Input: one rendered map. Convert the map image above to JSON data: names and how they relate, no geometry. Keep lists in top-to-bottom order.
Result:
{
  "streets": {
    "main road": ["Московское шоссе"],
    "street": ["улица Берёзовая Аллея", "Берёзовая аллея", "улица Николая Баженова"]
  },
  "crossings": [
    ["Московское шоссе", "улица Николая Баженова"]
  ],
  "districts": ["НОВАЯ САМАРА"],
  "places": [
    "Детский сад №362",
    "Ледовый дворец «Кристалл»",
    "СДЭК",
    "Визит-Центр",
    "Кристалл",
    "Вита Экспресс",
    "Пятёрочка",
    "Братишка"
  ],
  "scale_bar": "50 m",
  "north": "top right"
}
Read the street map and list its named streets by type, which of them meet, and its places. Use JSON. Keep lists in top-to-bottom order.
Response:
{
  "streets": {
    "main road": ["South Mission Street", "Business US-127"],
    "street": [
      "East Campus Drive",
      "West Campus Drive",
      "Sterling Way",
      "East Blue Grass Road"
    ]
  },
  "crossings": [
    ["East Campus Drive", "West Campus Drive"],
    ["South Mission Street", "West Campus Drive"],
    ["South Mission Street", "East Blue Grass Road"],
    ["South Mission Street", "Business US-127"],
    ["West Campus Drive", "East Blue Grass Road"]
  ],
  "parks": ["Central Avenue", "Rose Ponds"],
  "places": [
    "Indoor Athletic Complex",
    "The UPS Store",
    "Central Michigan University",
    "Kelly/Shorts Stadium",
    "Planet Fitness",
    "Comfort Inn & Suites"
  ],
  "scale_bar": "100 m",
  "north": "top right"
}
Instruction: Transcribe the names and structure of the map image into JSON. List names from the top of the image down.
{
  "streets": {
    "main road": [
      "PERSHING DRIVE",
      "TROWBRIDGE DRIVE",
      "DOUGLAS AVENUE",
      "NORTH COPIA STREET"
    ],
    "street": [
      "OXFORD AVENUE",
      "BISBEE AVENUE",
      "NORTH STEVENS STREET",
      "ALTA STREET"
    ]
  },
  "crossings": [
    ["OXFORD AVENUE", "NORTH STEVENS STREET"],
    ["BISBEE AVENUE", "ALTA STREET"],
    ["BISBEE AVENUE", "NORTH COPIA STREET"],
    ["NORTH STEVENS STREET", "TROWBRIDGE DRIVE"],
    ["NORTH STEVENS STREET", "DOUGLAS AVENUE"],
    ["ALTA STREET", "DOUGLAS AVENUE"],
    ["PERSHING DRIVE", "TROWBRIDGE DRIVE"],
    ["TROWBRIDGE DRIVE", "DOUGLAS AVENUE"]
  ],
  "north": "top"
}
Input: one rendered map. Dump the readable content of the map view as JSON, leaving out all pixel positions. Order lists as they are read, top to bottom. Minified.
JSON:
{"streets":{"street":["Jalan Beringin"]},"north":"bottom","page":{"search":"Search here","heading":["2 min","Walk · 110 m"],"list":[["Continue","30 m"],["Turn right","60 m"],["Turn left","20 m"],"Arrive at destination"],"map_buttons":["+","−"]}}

+---+

- _WHAT YOU HAVE TO DO_:
List all lines above in which the string "rendered" appears.

- _WRITTEN ANSWER_:
Input: one rendered map. Convert the map image above to JSON data: names and how they relate, no geometry. Keep lists in top-to-bottom order.
Input: one rendered map. Dump the readable content of the map view as JSON, leaving out all pixel positions. Order lists as they are read, top to bottom. Minified.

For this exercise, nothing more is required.